In late April 2022, she featured on Majestic's "Time to Groove", which sampled Earth, Wind & Fire's "Let's Groove", and was used in the 27 June broadcast of series eight of Love Island. Fifteen days earlier, her feature on Welshy's "All Day" had been used in the same series; the following month, the song entered the Official Irish Homegrown Chart, peaking at No. 2, and the following January, the song was nominated for RTÉ's Choice Music Prize Song of the Year 2022. Later that year, she released "Lovesick", a song about a break-up from a three-year relationship she had been in, and about the pining she was experiencing.

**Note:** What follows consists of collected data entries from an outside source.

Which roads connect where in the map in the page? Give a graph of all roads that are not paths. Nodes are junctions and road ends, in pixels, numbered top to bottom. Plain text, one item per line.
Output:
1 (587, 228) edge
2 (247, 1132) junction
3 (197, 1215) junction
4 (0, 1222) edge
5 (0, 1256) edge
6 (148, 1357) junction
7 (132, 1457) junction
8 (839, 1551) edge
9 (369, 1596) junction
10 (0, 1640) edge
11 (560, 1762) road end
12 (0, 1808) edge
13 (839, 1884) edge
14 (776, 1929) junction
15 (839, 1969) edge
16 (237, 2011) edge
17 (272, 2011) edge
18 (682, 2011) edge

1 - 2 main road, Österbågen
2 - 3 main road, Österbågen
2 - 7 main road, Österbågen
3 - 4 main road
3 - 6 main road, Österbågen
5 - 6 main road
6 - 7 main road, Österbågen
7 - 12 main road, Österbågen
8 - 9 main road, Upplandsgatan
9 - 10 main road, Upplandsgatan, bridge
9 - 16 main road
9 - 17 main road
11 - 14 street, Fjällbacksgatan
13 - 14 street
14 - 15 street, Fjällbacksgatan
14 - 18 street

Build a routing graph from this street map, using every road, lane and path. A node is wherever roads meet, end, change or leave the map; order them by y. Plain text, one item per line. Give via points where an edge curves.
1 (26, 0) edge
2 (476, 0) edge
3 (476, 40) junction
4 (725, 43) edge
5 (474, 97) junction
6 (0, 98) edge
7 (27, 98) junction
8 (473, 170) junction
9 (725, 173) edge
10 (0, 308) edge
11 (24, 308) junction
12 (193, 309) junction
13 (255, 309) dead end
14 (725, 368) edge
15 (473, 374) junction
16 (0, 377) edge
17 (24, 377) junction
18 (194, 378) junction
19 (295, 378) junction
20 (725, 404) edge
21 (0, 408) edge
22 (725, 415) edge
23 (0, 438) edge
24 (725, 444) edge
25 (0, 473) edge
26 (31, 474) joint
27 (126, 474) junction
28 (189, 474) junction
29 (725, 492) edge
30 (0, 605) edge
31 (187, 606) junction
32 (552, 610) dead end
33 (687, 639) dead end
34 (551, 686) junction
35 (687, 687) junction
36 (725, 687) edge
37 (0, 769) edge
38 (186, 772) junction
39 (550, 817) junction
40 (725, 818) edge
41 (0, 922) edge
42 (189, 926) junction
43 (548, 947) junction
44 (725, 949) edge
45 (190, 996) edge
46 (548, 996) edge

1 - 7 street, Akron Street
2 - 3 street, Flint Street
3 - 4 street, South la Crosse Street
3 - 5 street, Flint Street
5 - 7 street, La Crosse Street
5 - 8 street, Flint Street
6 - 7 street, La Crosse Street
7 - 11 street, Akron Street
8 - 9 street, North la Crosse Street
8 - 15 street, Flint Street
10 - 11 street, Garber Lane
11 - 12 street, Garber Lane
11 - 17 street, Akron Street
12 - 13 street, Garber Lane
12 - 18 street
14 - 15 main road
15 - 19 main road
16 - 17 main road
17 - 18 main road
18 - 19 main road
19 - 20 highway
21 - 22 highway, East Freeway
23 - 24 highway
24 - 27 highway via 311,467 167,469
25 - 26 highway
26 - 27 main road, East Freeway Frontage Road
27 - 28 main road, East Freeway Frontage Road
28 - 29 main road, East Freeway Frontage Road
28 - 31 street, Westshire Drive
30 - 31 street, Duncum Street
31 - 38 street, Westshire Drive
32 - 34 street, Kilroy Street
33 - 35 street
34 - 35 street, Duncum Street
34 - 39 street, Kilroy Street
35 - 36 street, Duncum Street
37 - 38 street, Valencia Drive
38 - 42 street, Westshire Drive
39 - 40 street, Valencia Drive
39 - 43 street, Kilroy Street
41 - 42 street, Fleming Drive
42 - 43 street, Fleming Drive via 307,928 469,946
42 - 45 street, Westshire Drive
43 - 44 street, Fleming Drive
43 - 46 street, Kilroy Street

In March 2023, she and Switch Disco performed "React", that band's collaboration with Ella Henderson and Robert Miles, on the Reunion episode of the ninth series of Love Island, and later that year, she released "ATM" featuring Baby Tate, a song about sharing wealth. Tate was added after Lellis showed the song to her label, who felt it incomplete. A music video was released for the song, which featured both Lellis and Tate. She then released "Domingo", which she co-wrote with Henry Tucker and Punctual, and about falling in love with people not from Latin America. An additional verse was added at the label's request after they felt it was too short.

== Artistry ==
Asked by Lock Magazine in May 2021 which "women in pop" had inspired her, Lellis cited Nathy Peluso, Tkay Maidza, Kali Uchis, Doja Cat, and "icons and rulers of pop like Rihanna, Beyoncé, J-Lo, Christina [Aguilera], and Ariana Grande", and in an interview with Notion in July 2021, she further cited Tim Maia, Jorge Ben, Billie Holiday, Stevie Wonder, and Kanye West as inspirations. She is a member of Loud LDN, a collective of London-based women and genderqueer musicians founded in May 2022.